WASHINGTON, D.C. —
COLOR OF LAW
Many federal civil rights cases involve police or other authorities abusing their power under "the color of law." Unlike in hate crime cases, prosecutors don't have to prove that these civil rights violations were motivated by racism or other bias.
Still, the best-known convictions came in racially charged cases:
• Rodney King led law officers on a high-speed chase in March 1991 and, once stopped, was slow to obey their commands. Police reacted by kicking King, clubbing him with their batons and shocking him with stun guns, causing 11 skull fractures. A witness' video of white policemen pummeling a black man as he lay on the ground played over and over on national television. Four Los Angeles officers were charged with assault; a jury with no black members acquitted them. The verdicts sparked rioting that set Los Angeles aflame and cost 55 lives, prompting King's famous plea "Can we all get along?" The Justice Department charged the officers with civil rights violations. After a second trial, two were convicted and sentenced to 30 months in prison. Two were acquitted.
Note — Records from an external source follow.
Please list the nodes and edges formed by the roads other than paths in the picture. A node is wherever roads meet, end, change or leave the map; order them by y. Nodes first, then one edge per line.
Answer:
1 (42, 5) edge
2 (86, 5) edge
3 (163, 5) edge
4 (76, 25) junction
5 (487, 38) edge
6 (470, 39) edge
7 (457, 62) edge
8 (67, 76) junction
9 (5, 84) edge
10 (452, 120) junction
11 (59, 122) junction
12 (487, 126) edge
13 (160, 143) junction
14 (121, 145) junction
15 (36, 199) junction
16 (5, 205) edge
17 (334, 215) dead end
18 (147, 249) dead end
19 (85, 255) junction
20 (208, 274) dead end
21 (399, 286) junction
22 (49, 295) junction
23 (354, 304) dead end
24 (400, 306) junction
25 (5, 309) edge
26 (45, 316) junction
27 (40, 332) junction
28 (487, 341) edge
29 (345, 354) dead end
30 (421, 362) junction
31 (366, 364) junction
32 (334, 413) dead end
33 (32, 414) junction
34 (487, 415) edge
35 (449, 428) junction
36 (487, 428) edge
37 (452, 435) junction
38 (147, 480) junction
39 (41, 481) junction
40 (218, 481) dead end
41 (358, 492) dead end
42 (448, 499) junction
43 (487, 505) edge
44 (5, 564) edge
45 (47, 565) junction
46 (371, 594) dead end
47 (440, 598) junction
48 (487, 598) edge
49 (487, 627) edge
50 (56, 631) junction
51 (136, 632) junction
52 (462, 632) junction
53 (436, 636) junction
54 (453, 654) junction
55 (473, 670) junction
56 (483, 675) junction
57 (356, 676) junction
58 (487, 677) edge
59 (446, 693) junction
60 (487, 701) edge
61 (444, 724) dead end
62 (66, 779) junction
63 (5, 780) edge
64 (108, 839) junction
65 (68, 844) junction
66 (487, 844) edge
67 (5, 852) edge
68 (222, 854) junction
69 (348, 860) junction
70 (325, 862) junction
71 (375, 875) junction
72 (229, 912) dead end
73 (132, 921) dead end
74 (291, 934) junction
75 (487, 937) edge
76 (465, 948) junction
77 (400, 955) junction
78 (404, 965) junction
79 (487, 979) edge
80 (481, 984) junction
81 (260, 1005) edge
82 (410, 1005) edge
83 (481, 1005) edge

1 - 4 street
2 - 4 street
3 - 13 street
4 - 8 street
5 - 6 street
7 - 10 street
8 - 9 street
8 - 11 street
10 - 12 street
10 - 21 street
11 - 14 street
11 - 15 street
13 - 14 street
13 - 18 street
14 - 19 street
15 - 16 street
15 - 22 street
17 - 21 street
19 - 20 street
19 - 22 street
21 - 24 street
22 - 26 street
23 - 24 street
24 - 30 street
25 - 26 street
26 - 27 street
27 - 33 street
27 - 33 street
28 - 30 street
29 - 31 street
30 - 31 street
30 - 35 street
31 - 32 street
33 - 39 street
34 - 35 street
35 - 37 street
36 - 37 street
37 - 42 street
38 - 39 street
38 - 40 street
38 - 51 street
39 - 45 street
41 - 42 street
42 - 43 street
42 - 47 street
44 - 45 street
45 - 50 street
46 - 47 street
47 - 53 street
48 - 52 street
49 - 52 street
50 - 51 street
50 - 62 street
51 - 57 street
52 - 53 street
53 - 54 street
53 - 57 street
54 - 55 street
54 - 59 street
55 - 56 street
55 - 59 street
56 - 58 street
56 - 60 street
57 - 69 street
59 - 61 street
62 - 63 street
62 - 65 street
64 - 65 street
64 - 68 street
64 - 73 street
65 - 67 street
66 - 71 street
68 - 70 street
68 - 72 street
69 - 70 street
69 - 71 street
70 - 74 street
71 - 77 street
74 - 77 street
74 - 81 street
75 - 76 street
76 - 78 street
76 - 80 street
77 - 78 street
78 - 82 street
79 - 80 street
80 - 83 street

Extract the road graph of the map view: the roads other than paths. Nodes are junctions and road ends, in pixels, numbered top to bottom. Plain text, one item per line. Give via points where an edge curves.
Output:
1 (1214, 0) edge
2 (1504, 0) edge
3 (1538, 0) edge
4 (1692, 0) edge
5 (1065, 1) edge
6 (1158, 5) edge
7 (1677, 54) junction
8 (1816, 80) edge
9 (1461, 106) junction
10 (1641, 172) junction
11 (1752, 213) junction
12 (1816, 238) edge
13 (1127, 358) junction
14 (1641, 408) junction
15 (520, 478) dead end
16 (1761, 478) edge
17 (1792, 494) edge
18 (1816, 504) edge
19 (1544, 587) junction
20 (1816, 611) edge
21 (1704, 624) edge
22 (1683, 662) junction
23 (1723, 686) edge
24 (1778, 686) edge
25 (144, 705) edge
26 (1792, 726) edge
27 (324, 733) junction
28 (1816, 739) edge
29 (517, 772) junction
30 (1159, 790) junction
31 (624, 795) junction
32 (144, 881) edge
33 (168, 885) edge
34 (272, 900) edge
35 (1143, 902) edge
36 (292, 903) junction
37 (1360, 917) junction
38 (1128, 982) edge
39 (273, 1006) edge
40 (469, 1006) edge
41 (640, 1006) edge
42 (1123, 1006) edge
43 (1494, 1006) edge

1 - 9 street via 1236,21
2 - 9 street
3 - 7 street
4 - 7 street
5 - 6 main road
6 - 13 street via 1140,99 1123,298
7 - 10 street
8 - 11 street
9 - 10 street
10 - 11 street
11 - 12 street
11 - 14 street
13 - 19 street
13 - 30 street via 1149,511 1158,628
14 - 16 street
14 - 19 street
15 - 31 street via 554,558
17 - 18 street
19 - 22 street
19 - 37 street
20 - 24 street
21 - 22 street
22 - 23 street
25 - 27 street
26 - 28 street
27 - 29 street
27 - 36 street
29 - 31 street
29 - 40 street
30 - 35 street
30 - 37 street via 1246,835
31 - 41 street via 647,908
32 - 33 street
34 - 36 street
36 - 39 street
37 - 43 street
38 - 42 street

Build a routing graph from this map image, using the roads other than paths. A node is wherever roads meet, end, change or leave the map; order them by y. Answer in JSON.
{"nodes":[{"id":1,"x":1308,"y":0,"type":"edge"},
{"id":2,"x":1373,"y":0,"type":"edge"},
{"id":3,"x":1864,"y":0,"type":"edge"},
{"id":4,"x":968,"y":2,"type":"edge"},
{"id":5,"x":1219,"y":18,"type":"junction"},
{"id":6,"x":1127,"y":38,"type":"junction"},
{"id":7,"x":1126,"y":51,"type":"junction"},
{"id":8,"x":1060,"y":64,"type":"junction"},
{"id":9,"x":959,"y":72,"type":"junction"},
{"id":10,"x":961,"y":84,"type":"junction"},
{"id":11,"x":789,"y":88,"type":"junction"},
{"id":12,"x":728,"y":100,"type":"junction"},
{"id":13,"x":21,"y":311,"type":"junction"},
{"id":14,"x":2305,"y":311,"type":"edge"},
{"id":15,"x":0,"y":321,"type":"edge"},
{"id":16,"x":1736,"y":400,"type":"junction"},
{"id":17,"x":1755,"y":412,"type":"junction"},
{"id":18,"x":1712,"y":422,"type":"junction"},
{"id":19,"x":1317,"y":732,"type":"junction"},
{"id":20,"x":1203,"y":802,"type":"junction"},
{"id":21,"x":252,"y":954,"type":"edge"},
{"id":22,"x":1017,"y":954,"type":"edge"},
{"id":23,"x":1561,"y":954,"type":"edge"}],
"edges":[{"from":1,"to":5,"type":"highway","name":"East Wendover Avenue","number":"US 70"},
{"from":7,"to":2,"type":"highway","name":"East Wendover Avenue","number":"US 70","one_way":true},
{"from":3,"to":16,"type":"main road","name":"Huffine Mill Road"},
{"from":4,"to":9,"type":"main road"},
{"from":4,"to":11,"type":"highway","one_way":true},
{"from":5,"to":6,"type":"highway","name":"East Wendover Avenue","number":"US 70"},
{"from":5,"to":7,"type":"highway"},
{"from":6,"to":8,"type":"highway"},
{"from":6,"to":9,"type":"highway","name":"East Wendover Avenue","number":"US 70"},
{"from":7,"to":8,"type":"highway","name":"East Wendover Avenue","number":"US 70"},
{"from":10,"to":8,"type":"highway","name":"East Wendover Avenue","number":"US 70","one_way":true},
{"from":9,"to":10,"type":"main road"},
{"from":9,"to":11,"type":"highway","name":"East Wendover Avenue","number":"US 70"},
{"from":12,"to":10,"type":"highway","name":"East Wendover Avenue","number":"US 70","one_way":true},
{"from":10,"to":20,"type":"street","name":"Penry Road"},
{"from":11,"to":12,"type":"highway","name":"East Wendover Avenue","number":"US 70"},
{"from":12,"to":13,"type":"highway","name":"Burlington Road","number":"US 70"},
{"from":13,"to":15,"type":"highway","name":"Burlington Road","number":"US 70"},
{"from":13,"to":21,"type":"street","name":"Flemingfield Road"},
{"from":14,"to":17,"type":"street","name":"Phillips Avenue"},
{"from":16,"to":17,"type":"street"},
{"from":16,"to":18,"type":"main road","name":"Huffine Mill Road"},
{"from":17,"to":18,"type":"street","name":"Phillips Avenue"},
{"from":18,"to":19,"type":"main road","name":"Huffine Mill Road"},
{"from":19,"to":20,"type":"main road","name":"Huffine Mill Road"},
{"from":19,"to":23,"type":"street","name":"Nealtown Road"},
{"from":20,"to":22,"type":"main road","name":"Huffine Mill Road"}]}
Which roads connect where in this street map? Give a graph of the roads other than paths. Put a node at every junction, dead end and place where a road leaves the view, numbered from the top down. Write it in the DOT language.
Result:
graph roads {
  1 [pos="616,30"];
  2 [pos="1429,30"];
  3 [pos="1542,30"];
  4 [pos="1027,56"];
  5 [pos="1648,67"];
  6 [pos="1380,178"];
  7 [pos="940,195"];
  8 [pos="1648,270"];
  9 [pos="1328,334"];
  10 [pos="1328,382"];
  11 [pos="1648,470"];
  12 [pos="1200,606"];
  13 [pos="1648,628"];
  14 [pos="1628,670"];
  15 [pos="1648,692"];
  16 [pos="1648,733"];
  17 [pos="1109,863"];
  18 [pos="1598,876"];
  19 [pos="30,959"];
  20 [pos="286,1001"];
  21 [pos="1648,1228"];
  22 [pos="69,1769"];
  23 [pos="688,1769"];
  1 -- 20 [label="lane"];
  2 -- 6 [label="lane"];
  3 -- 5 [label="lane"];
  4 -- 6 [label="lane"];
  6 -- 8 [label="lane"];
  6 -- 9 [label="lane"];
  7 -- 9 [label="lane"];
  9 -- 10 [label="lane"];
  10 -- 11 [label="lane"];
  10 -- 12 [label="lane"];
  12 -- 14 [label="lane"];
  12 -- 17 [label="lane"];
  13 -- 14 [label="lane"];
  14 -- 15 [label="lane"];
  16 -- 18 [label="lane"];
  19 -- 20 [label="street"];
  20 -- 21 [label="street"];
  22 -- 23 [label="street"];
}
• In the chaotic aftermath of Hurricane Katrina in New Orleans, police gunned down 17-year-old James Brissette and 40-year-old Ronald Madison, who were unarmed, and wounded four others as they tried to cross the Danzinger Bridge to what they hoped was safety. Police officers planted a gun, fabricated witnesses and falsified reports to cover up the Sept. 4, 2005, shootings. A Louisiana district judge threw out murder and attempted murder charges against seven officers after ruling that secret grand jury testimony had been wrongly used against them. The Justice Department moved in with a civil rights investigation and won prison terms ranging from 38 to 65 years for four officers involved in the shooting; other officers were sentenced in the cover-up.